The Akriggs explained that in 1890, the United States established its Board of Geographic Names which arbitrarily decided geographical names must not contain apostrophes. When the Geographic Board of Canada was formed in 1897, it followed suit.
The Akriggs credited Queen Victoria as the namesake based on a 1969 letter from Nelson librarian Mrs. G.M. Stockell, who stated: “At the turn of the century, there was a great land sale in Great Britain for this area. Many British people came out to settle there and the bay was named after Queen Victoria.”

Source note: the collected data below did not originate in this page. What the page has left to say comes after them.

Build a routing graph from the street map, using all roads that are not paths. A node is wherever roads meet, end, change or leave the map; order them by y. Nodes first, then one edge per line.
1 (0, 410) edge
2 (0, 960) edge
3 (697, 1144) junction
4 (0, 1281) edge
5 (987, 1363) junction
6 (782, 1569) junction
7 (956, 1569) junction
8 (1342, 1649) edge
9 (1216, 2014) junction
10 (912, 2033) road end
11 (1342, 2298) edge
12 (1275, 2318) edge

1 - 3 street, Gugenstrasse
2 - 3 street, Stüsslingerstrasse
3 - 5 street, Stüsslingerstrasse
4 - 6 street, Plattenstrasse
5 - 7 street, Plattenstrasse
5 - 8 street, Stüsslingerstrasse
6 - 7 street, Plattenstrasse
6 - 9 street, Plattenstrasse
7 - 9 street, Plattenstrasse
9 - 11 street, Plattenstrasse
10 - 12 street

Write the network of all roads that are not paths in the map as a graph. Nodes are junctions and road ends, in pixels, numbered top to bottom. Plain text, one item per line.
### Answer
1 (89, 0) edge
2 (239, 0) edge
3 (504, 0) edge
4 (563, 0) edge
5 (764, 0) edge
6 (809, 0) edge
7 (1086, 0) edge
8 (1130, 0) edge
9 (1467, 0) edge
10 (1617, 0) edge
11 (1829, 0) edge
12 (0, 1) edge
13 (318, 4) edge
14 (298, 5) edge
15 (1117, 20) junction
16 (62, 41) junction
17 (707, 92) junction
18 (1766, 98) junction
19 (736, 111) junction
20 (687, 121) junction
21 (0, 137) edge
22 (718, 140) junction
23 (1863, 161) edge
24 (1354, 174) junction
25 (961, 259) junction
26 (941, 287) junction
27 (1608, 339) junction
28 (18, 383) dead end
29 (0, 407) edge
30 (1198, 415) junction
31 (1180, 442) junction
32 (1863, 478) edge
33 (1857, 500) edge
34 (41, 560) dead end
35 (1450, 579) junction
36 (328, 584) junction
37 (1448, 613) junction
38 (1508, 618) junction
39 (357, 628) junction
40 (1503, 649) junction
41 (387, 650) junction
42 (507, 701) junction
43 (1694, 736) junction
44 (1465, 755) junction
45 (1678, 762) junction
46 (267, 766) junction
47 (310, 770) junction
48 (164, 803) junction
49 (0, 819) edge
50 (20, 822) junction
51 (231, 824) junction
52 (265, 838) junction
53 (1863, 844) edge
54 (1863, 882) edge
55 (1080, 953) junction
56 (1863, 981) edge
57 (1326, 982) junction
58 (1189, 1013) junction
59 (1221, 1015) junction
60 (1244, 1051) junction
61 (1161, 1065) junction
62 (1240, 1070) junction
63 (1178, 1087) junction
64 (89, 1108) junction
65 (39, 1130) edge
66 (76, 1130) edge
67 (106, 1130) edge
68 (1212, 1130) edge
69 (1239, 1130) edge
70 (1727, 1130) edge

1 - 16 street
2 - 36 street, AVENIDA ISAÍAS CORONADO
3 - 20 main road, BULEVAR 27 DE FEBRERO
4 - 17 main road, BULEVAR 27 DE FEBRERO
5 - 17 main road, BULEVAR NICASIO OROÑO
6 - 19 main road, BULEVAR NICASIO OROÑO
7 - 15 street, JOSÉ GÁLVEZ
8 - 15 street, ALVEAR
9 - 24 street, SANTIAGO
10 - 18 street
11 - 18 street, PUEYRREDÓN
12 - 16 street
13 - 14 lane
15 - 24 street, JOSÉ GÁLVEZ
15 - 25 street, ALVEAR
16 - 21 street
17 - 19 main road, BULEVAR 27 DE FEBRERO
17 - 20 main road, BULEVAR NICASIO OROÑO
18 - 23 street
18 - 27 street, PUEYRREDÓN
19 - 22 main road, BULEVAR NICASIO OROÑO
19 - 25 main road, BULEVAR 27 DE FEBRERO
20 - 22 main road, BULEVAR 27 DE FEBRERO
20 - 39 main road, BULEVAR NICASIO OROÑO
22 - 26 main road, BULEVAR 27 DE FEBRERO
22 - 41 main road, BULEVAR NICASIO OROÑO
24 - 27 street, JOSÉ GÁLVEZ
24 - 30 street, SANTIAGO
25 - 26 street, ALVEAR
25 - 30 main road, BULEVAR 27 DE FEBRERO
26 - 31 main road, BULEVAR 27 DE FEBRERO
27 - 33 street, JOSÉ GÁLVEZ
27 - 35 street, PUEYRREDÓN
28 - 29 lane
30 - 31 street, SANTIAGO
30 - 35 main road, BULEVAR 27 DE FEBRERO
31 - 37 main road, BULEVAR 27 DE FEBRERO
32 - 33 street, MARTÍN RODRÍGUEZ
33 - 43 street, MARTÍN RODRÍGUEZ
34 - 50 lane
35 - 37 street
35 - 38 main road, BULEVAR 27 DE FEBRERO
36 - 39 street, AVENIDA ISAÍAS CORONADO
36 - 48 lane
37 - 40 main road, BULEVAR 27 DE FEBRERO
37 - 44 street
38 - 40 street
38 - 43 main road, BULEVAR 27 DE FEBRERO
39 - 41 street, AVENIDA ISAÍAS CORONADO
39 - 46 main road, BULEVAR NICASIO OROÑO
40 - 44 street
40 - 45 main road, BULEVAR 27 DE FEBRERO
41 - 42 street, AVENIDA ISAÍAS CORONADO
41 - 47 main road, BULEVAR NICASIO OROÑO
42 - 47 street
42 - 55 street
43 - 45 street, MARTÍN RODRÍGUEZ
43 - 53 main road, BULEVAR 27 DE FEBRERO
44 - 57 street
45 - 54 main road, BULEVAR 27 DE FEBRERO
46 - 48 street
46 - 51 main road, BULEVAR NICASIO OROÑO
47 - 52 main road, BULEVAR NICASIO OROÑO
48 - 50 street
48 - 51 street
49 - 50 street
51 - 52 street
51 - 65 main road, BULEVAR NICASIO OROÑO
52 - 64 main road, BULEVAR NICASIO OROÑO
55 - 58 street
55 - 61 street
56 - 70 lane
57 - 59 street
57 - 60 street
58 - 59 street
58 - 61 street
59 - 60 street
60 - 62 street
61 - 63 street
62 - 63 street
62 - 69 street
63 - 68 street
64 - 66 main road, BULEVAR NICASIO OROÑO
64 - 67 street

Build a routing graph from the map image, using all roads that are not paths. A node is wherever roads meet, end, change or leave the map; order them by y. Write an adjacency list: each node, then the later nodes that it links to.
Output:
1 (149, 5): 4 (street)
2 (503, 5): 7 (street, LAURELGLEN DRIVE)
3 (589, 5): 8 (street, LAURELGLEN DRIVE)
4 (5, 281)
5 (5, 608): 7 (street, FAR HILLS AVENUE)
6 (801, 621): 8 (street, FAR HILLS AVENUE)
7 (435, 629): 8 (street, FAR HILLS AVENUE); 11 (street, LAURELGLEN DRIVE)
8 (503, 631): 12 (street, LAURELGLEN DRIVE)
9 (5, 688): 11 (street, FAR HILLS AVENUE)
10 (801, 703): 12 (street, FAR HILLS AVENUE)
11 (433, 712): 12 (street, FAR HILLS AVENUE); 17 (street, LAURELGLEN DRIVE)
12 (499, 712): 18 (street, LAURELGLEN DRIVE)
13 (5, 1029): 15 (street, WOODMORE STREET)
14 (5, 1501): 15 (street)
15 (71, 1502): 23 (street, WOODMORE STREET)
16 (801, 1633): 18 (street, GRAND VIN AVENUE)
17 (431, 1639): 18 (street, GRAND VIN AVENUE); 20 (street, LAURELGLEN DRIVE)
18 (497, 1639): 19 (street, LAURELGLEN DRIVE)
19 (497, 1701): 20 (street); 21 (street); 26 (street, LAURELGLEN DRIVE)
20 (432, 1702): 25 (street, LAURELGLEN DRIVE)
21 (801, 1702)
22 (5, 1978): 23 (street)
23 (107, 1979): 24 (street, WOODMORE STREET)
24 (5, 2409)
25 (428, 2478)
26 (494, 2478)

Indeed, Queens Bay was home to many English settlers who tried their hand at fruit ranching — but as we’ve seen, the name preceded their arrival. Nevertheless, the name did likely honour Queen Victoria (1819-1901). The Queens Bay post office operated from 1909 to 1964.
The upper portion of the neighborhood, including Hamilton Dr., Fisher Ave., Lake St., and Lauder Rd., is often referred to as the Queens Bay townsite. However, it doesn’t appear to have been surveyed as a townsite or marketed as such.
This railway siding about 13 km east of New Denver was named after the Rambler-Cariboo mine, staked in 1892. The siding was on the CPR timetable by September 1914 and an early newspaper mention is in the Phoenix Pioneer of Oct. 2, 1915: “The ore will be hauled from the Last Chance tram terminal into Sandon and loaded into cars there for the seven mile railway haul to Rambler siding.”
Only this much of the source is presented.